◆ Work item ◆
Starting with the first line below, reproduce each line exactly until you have included the one bearing "Write the network".

- Opening Delimiter -

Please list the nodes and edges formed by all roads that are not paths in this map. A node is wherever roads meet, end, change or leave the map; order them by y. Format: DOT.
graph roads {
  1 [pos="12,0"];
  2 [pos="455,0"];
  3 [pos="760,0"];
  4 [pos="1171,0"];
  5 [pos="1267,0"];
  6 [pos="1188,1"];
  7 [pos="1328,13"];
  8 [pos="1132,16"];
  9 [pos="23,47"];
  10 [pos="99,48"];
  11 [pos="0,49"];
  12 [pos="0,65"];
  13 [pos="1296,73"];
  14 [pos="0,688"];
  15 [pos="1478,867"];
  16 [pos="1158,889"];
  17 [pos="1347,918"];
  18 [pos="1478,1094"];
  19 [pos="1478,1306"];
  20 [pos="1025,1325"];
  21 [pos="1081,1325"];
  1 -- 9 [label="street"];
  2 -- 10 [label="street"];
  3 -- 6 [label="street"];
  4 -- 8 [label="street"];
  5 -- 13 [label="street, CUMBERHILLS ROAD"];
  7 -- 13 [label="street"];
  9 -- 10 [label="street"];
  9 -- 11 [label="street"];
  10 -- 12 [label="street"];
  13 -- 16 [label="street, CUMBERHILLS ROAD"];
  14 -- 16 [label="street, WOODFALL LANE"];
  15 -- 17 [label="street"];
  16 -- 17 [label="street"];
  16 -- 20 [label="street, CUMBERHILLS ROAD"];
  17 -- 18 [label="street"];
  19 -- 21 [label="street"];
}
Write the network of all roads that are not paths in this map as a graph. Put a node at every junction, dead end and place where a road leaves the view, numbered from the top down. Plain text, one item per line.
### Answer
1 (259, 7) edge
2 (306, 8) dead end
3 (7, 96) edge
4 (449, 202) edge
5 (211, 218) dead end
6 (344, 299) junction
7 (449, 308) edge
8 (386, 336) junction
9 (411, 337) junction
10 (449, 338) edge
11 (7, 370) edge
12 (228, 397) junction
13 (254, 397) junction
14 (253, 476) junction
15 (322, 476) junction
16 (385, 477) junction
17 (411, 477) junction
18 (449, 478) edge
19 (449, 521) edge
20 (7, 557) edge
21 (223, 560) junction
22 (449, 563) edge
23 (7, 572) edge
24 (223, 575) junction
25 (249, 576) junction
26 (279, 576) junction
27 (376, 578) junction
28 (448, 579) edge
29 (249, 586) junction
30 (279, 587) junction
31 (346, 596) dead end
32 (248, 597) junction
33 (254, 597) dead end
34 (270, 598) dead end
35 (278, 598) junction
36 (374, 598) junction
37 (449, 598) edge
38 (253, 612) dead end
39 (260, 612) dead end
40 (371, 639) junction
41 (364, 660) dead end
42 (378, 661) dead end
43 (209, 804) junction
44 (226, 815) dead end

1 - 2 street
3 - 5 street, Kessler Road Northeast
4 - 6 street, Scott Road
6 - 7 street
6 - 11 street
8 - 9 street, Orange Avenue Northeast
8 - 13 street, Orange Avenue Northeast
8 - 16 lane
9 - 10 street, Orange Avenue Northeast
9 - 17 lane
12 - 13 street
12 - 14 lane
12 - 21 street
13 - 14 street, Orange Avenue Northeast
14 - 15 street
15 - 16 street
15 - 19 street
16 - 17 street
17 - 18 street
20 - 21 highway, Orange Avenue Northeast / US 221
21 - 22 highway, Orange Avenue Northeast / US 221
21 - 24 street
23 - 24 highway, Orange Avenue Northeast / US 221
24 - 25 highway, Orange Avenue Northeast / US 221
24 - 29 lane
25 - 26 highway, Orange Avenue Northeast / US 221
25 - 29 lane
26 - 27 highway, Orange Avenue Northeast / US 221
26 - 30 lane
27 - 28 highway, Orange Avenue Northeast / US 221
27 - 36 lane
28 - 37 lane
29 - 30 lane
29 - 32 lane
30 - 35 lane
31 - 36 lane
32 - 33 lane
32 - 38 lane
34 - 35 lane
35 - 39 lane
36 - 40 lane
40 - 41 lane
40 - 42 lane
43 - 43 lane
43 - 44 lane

- Closing Delimiter -

◆ Result for this exercise ◆
Please list the nodes and edges formed by all roads that are not paths in this map. A node is wherever roads meet, end, change or leave the map; order them by y. Format: DOT.
graph roads {
  1 [pos="12,0"];
  2 [pos="455,0"];
  3 [pos="760,0"];
  4 [pos="1171,0"];
  5 [pos="1267,0"];
  6 [pos="1188,1"];
  7 [pos="1328,13"];
  8 [pos="1132,16"];
  9 [pos="23,47"];
  10 [pos="99,48"];
  11 [pos="0,49"];
  12 [pos="0,65"];
  13 [pos="1296,73"];
  14 [pos="0,688"];
  15 [pos="1478,867"];
  16 [pos="1158,889"];
  17 [pos="1347,918"];
  18 [pos="1478,1094"];
  19 [pos="1478,1306"];
  20 [pos="1025,1325"];
  21 [pos="1081,1325"];
  1 -- 9 [label="street"];
  2 -- 10 [label="street"];
  3 -- 6 [label="street"];
  4 -- 8 [label="street"];
  5 -- 13 [label="street, CUMBERHILLS ROAD"];
  7 -- 13 [label="street"];
  9 -- 10 [label="street"];
  9 -- 11 [label="street"];
  10 -- 12 [label="street"];
  13 -- 16 [label="street, CUMBERHILLS ROAD"];
  14 -- 16 [label="street, WOODFALL LANE"];
  15 -- 17 [label="street"];
  16 -- 17 [label="street"];
  16 -- 20 [label="street, CUMBERHILLS ROAD"];
  17 -- 18 [label="street"];
  19 -- 21 [label="street"];
}
Write the network of all roads that are not paths in this map as a graph. Put a node at every junction, dead end and place where a road leaves the view, numbered from the top down. Plain text, one item per line.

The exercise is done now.